● YOUR ASSIGNMENT: The response should be the complete listing below, unchanged.

● STUDY MATERIAL:
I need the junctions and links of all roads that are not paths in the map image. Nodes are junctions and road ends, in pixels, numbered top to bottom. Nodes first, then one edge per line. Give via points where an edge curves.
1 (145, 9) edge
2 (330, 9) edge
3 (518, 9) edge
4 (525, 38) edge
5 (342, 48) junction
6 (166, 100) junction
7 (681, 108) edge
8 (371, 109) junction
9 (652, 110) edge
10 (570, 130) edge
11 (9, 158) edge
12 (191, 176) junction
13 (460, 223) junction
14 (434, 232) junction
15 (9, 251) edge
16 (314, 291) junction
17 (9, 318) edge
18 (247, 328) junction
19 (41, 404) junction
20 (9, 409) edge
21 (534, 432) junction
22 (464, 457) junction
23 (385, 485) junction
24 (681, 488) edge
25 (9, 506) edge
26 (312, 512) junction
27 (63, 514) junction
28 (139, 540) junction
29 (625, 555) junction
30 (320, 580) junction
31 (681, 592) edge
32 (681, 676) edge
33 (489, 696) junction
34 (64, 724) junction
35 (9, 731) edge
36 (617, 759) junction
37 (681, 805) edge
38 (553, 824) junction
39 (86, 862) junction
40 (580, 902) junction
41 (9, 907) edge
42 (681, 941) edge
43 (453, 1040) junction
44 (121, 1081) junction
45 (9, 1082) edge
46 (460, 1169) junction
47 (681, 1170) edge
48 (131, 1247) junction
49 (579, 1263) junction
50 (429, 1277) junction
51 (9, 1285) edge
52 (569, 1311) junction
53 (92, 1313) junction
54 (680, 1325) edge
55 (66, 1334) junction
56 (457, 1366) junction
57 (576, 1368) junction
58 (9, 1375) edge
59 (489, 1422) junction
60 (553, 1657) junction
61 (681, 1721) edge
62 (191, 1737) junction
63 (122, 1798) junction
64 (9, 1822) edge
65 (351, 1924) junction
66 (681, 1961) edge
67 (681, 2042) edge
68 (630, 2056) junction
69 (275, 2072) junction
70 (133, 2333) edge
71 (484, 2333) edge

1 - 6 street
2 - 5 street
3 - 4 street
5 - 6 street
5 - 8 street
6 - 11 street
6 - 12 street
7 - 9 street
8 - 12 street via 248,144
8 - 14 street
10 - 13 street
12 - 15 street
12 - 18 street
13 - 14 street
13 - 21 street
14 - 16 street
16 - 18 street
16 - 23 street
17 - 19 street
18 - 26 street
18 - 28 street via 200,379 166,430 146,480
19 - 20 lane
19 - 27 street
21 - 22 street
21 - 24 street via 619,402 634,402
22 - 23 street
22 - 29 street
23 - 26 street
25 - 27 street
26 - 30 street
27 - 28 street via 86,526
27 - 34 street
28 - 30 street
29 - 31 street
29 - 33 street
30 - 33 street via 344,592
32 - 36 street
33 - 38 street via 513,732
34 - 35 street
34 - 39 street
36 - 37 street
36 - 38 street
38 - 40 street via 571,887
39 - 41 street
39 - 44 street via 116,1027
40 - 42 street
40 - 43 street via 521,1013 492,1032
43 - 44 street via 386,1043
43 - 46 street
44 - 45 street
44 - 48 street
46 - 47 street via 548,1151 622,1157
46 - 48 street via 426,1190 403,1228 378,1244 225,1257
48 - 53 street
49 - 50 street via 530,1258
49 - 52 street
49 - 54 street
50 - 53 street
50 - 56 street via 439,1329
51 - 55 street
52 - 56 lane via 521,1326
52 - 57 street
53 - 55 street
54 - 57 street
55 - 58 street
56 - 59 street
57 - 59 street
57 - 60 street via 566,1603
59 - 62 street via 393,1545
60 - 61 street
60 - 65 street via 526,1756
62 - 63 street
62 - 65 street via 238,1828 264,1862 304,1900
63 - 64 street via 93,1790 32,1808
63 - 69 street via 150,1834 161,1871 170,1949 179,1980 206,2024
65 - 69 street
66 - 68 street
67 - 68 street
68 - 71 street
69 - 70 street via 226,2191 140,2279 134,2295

● SOLUTION:
I need the junctions and links of all roads that are not paths in the map image. Nodes are junctions and road ends, in pixels, numbered top to bottom. Nodes first, then one edge per line. Give via points where an edge curves.
1 (145, 9) edge
2 (330, 9) edge
3 (518, 9) edge
4 (525, 38) edge
5 (342, 48) junction
6 (166, 100) junction
7 (681, 108) edge
8 (371, 109) junction
9 (652, 110) edge
10 (570, 130) edge
11 (9, 158) edge
12 (191, 176) junction
13 (460, 223) junction
14 (434, 232) junction
15 (9, 251) edge
16 (314, 291) junction
17 (9, 318) edge
18 (247, 328) junction
19 (41, 404) junction
20 (9, 409) edge
21 (534, 432) junction
22 (464, 457) junction
23 (385, 485) junction
24 (681, 488) edge
25 (9, 506) edge
26 (312, 512) junction
27 (63, 514) junction
28 (139, 540) junction
29 (625, 555) junction
30 (320, 580) junction
31 (681, 592) edge
32 (681, 676) edge
33 (489, 696) junction
34 (64, 724) junction
35 (9, 731) edge
36 (617, 759) junction
37 (681, 805) edge
38 (553, 824) junction
39 (86, 862) junction
40 (580, 902) junction
41 (9, 907) edge
42 (681, 941) edge
43 (453, 1040) junction
44 (121, 1081) junction
45 (9, 1082) edge
46 (460, 1169) junction
47 (681, 1170) edge
48 (131, 1247) junction
49 (579, 1263) junction
50 (429, 1277) junction
51 (9, 1285) edge
52 (569, 1311) junction
53 (92, 1313) junction
54 (680, 1325) edge
55 (66, 1334) junction
56 (457, 1366) junction
57 (576, 1368) junction
58 (9, 1375) edge
59 (489, 1422) junction
60 (553, 1657) junction
61 (681, 1721) edge
62 (191, 1737) junction
63 (122, 1798) junction
64 (9, 1822) edge
65 (351, 1924) junction
66 (681, 1961) edge
67 (681, 2042) edge
68 (630, 2056) junction
69 (275, 2072) junction
70 (133, 2333) edge
71 (484, 2333) edge

1 - 6 street
2 - 5 street
3 - 4 street
5 - 6 street
5 - 8 street
6 - 11 street
6 - 12 street
7 - 9 street
8 - 12 street via 248,144
8 - 14 street
10 - 13 street
12 - 15 street
12 - 18 street
13 - 14 street
13 - 21 street
14 - 16 street
16 - 18 street
16 - 23 street
17 - 19 street
18 - 26 street
18 - 28 street via 200,379 166,430 146,480
19 - 20 lane
19 - 27 street
21 - 22 street
21 - 24 street via 619,402 634,402
22 - 23 street
22 - 29 street
23 - 26 street
25 - 27 street
26 - 30 street
27 - 28 street via 86,526
27 - 34 street
28 - 30 street
29 - 31 street
29 - 33 street
30 - 33 street via 344,592
32 - 36 street
33 - 38 street via 513,732
34 - 35 street
34 - 39 street
36 - 37 street
36 - 38 street
38 - 40 street via 571,887
39 - 41 street
39 - 44 street via 116,1027
40 - 42 street
40 - 43 street via 521,1013 492,1032
43 - 44 street via 386,1043
43 - 46 street
44 - 45 street
44 - 48 street
46 - 47 street via 548,1151 622,1157
46 - 48 street via 426,1190 403,1228 378,1244 225,1257
48 - 53 street
49 - 50 street via 530,1258
49 - 52 street
49 - 54 street
50 - 53 street
50 - 56 street via 439,1329
51 - 55 street
52 - 56 lane via 521,1326
52 - 57 street
53 - 55 street
54 - 57 street
55 - 58 street
56 - 59 street
57 - 59 street
57 - 60 street via 566,1603
59 - 62 street via 393,1545
60 - 61 street
60 - 65 street via 526,1756
62 - 63 street
62 - 65 street via 238,1828 264,1862 304,1900
63 - 64 street via 93,1790 32,1808
63 - 69 street via 150,1834 161,1871 170,1949 179,1980 206,2024
65 - 69 street
66 - 68 street
67 - 68 street
68 - 71 street
69 - 70 street via 226,2191 140,2279 134,2295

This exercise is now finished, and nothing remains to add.